Vista del Tribunal Supremo de Estados Unidos en Washington, D.C
El Supremo frena a Trump y rechaza acabar con el derecho a la ciudadanía por nacimiento en Estados Unidos
La decisión fue adoptada por cincos votos a favor y cuatro en contra de los magistrados que componen la corte
El Tribunal Supremo de Estados Unidos ha rechazado este martes el intento del presidente Donald Trump de limitar la ciudadanía de personas nacidas en territorio estadounidense como hijos de padres indocumentados o con visados temporales, un derecho que la corte considera consagrado en la Constitución.
El dictamen reconoce que «los niños nacidos en los Estados Unidos de padres presentes de manera ilegal o temporal están 'sujetos a la jurisdicción'» por lo que «son ciudadanos desde el nacimiento en virtud de la cláusula de ciudadanía de la Decimocuarta Enmienda».
La decisión fue adoptada por cincos votos a favor y cuatro en contra de los magistrados que componen la corte, y mantiene una interpretación de la Constitución que durante más de 150 años considera estadounidenses a casi cualquier persona que nazca dentro de la nación, con excepciones, como los hijos de funcionarios diplomáticos.

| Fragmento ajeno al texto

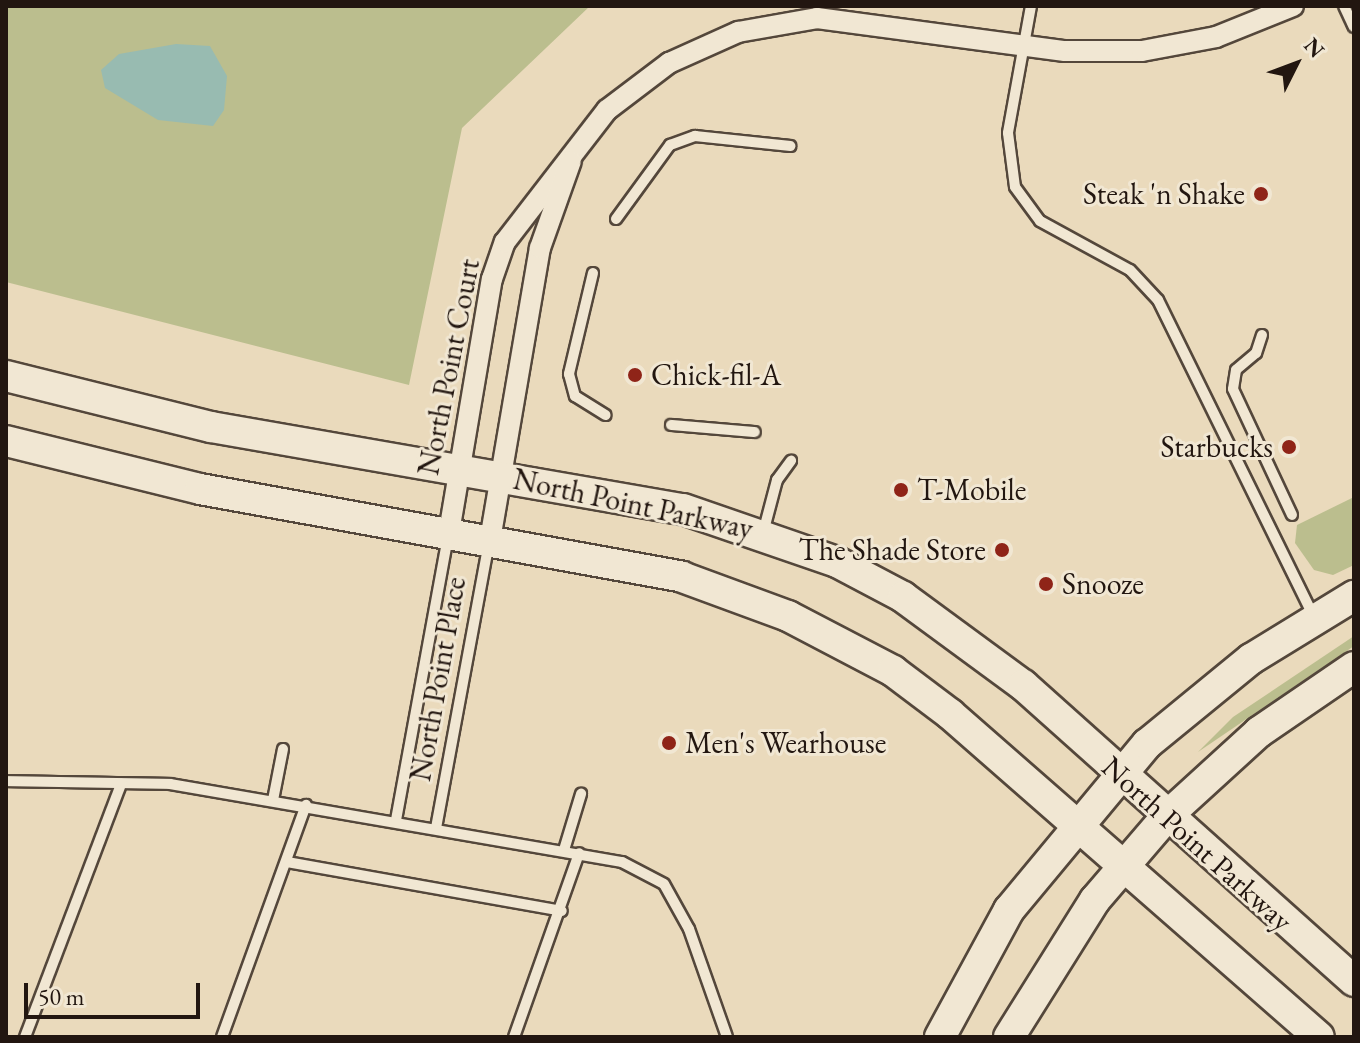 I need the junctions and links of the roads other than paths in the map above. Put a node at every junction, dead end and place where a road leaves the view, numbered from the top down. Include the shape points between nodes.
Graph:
1 (1031, 6) edge
2 (1293, 6) edge
3 (1344, 6) edge
4 (1354, 27) edge
5 (1023, 47) junction
6 (580, 143) junction
7 (790, 146) dead end
8 (616, 219) dead end
9 (593, 273) dead end
10 (1262, 335) dead end
11 (6, 376) edge
12 (606, 415) dead end
13 (671, 425) dead end
14 (755, 432) dead end
15 (6, 441) edge
16 (791, 461) dead end
17 (458, 468) junction
18 (499, 475) junction
19 (1292, 515) dead end
20 (449, 532) junction
21 (763, 533) junction
22 (490, 540) junction
23 (1354, 596) edge
24 (1315, 617) junction
25 (1354, 667) edge
26 (283, 749) dead end
27 (1120, 774) junction
28 (6, 781) edge
29 (121, 784) junction
30 (581, 794) dead end
31 (273, 800) junction
32 (306, 805) junction
33 (1167, 816) junction
34 (396, 820) junction
35 (1074, 824) junction
36 (436, 828) junction
37 (564, 850) junction
38 (579, 853) junction
39 (287, 862) junction
40 (1123, 866) junction
41 (562, 911) junction
42 (1354, 981) edge
43 (25, 1037) edge
44 (222, 1037) edge
45 (514, 1037) edge
46 (727, 1037) edge
47 (940, 1037) edge
48 (1009, 1037) edge
49 (1319, 1037) edge

1 - 5 lane
2 - 5 street, North Point Court via 1216,37 1142,51
3 - 4 lane
5 - 6 street, North Point Court via 861,20 772,25 669,63 607,110
5 - 24 lane via 1008,133 1015,187 1040,221 1130,270 1158,300
6 - 17 street, North Point Court via 505,242
6 - 18 street, North Point Court via 540,248
7 - 8 lane via 695,136 670,145
9 - 12 lane via 569,374 575,396
10 - 19 lane via 1256,353 1236,370 1233,389
11 - 17 street, North Point Parkway via 211,427
13 - 14 lane
15 - 20 street, North Point Parkway via 200,489
16 - 21 lane via 777,480
17 - 18 street, North Point Parkway
17 - 20 street, North Point Court
18 - 21 street, North Point Parkway via 683,509
18 - 22 street, North Point Court
20 - 22 street, North Point Parkway
20 - 34 lane, North Point Place
21 - 27 street, North Point Parkway via 837,562 963,637
22 - 35 street, North Point Parkway via 682,577 821,631 921,691
22 - 36 lane, North Point Place
23 - 24 street
24 - 27 street via 1214,687
25 - 33 street via 1259,732
26 - 31 lane
27 - 33 street, North Point Parkway
27 - 35 street
28 - 29 lane
29 - 31 lane
29 - 43 lane
30 - 37 lane
31 - 32 lane
32 - 34 lane
32 - 39 lane
33 - 40 street
33 - 42 street, North Point Parkway
34 - 36 lane
35 - 40 street, North Point Parkway
35 - 47 street via 1009,910
36 - 37 lane
37 - 38 lane
38 - 41 lane
38 - 46 lane via 622,862 664,884 689,929
39 - 41 lane
39 - 44 lane
40 - 48 street via 1033,990
40 - 49 street, North Point Parkway
41 - 45 lane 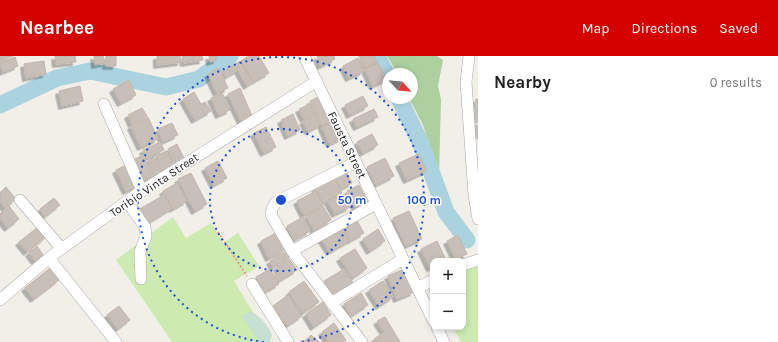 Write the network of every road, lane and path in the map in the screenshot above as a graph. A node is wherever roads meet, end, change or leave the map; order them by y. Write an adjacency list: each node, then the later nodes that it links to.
1 (304, 56): 3 (street, Fausta Street)
2 (469, 56): 10 (street)
3 (317, 82): 5 (street, Fausta Street); 6 (street, Toribio Vinta Street)
4 (104, 104): 6 (street)
5 (356, 162): 9 (street, Fausta Street); 13 (street)
6 (142, 190): 8 (street, Toribio Vinta Street)
7 (20, 200): 12 (street)
8 (127, 202): 12 (street, Toribio Vinta Street); 18 (street)
9 (376, 204): 13 (street); 15 (street, Fausta Street)
10 (478, 219)
11 (218, 232): 20 (path)
12 (62, 249): 14 (street, Toribio Vinta Street)
13 (292, 251): 23 (street)
14 (49, 258): 22 (street, Toribio Vinta Street); 26 (street)
15 (403, 259): 21 (street, Fausta Street); 23 (street)
16 (478, 260): 17 (street)
17 (466, 264)
18 (141, 279)
19 (430, 282): 21 (street)
20 (252, 284): 27 (street)
21 (417, 288): 24 (street, Fausta Street)
22 (0, 300)
23 (331, 303): 28 (street)
24 (430, 314)
25 (438, 330): 29 (street)
26 (116, 342)
27 (288, 342)
28 (362, 342)
29 (444, 342) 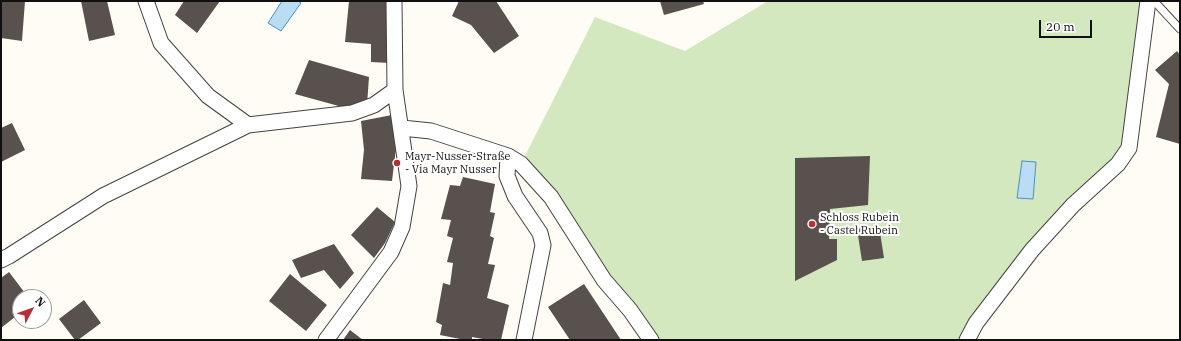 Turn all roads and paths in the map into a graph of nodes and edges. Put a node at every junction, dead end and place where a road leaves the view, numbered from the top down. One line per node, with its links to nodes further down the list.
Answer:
1 (146, 1): 7 (street)
2 (394, 1): 6 (street)
3 (1148, 1): 14 (street)
4 (1154, 1): 5 (lane)
5 (1180, 29)
6 (396, 90): 7 (street); 8 (street)
7 (248, 125): 10 (street)
8 (402, 128): 9 (street); 11 (street)
9 (508, 156): 12 (street); 13 (street)
10 (1, 260)
11 (326, 340)
12 (524, 340)
13 (651, 340)
14 (967, 340) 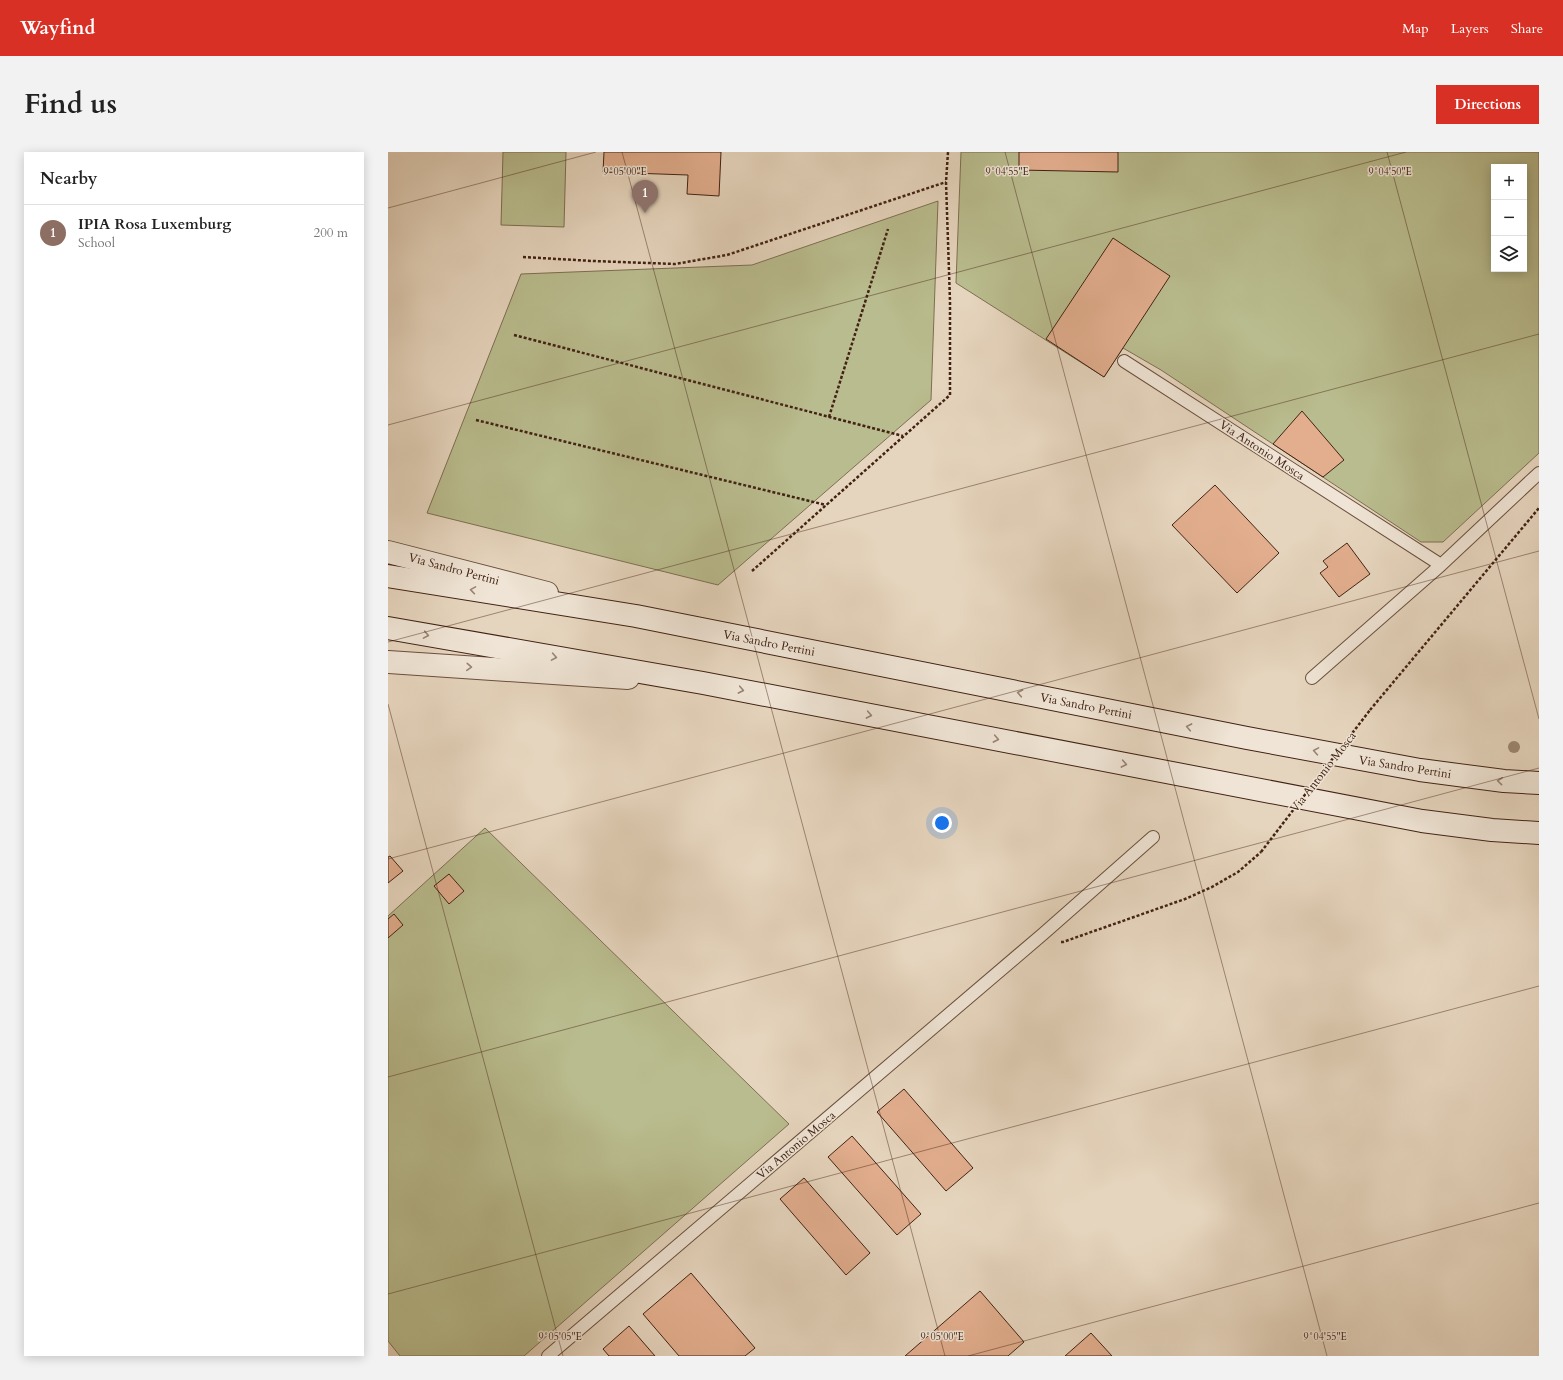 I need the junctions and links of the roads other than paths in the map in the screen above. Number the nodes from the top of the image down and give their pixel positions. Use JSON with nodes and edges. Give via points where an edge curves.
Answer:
{"nodes":[{"id":1,"x":1124,"y":361,"type":"dead end"},
{"id":2,"x":1539,"y":473,"type":"edge"},
{"id":3,"x":388,"y":552,"type":"edge"},
{"id":4,"x":1441,"y":565,"type":"junction"},
{"id":5,"x":388,"y":576,"type":"edge"},
{"id":6,"x":636,"y":616,"type":"junction"},
{"id":7,"x":388,"y":628,"type":"edge"},
{"id":8,"x":388,"y":662,"type":"edge"},
{"id":9,"x":1312,"y":678,"type":"dead end"},
{"id":10,"x":703,"y":683,"type":"junction"},
{"id":11,"x":1539,"y":783,"type":"edge"},
{"id":12,"x":1539,"y":833,"type":"edge"},
{"id":13,"x":1153,"y":837,"type":"dead end"},
{"id":14,"x":548,"y":1356,"type":"edge"}],
"edges":[{"from":1,"to":4,"type":"lane","name":"Via Antonio Mosca"},
{"from":2,"to":4,"type":"lane"},
{"from":3,"to":6,"type":"main road","name":"Via Sandro Pertini"},
{"from":4,"to":9,"type":"lane"},
{"from":6,"to":5,"type":"main road","name":"Via Sandro Pertini","one_way":true},
{"from":11,"to":6,"type":"main road","name":"Via Sandro Pertini","one_way":true,"via":[[1504,781],[1389,765]]},
{"from":7,"to":10,"type":"main road","one_way":true},
{"from":8,"to":10,"type":"main road","one_way":true},
{"from":10,"to":12,"type":"main road","one_way":true,"via":[[1422,821]]},
{"from":13,"to":14,"type":"lane","name":"Via Antonio Mosca","via":[[1043,934]]}]} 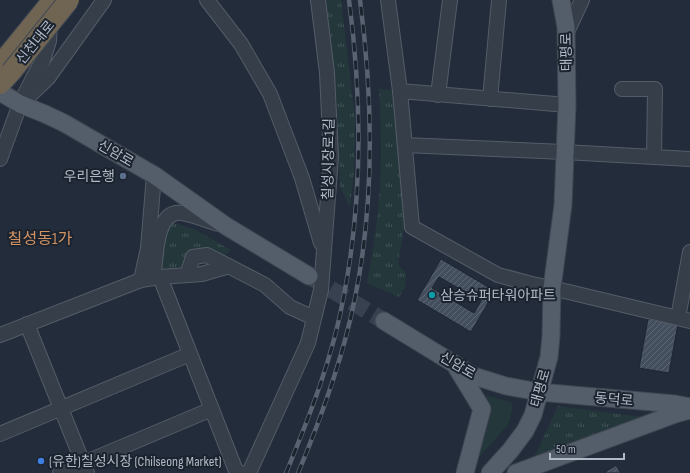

El juez Brett Kavanaugh disintió en parte al no compartir la concepción maximalista de la cláusula de ciudadanía al tiempo que no respalda el decreto de Trump, que eliminaría de facto la ciudadanía por nacimiento.
Otros tres jueces considerados conservadores disintieron del voto de la mayoría al no reconocer la ciudadanía por nacimiento «totalmente» automática.
Trump había prometido en campaña limitar la ciudadanía automática para hijos de inmigrantes irregulares, una medida que firmó el mismo día en que asumió su segundo mandato, el 20 de enero de 2025.
El inquilino de la Casa Blanca acudió el pasado mes de abril a la sesión pública del Tribunal Supremo en la que se debatió la legalidad de la orden, la primera vez que un mandatario estadounidense en ejercicio presencia argumentos orales ante el alto tribunal.
El mandatario estadounidense ha argumentado que la Decimocuarta Enmienda se ha malinterpretado y ha asegurado que EE.UU. es el único país que otorga el derecho de ciudadanía de manera automática cuando se nace en su suelo.
Trump ha asegurado que la Decimocuarta Enmienda, que se aprobó tras la Guerra Civil (1861-1865) para corregir el fallo 'Dred Scott contra Sanford' de 1857 y garantizar ciudadanía a los antiguos esclavos y sus descendientes, solo pretendía otorgar la ciudadanía «a hijos de esclavos».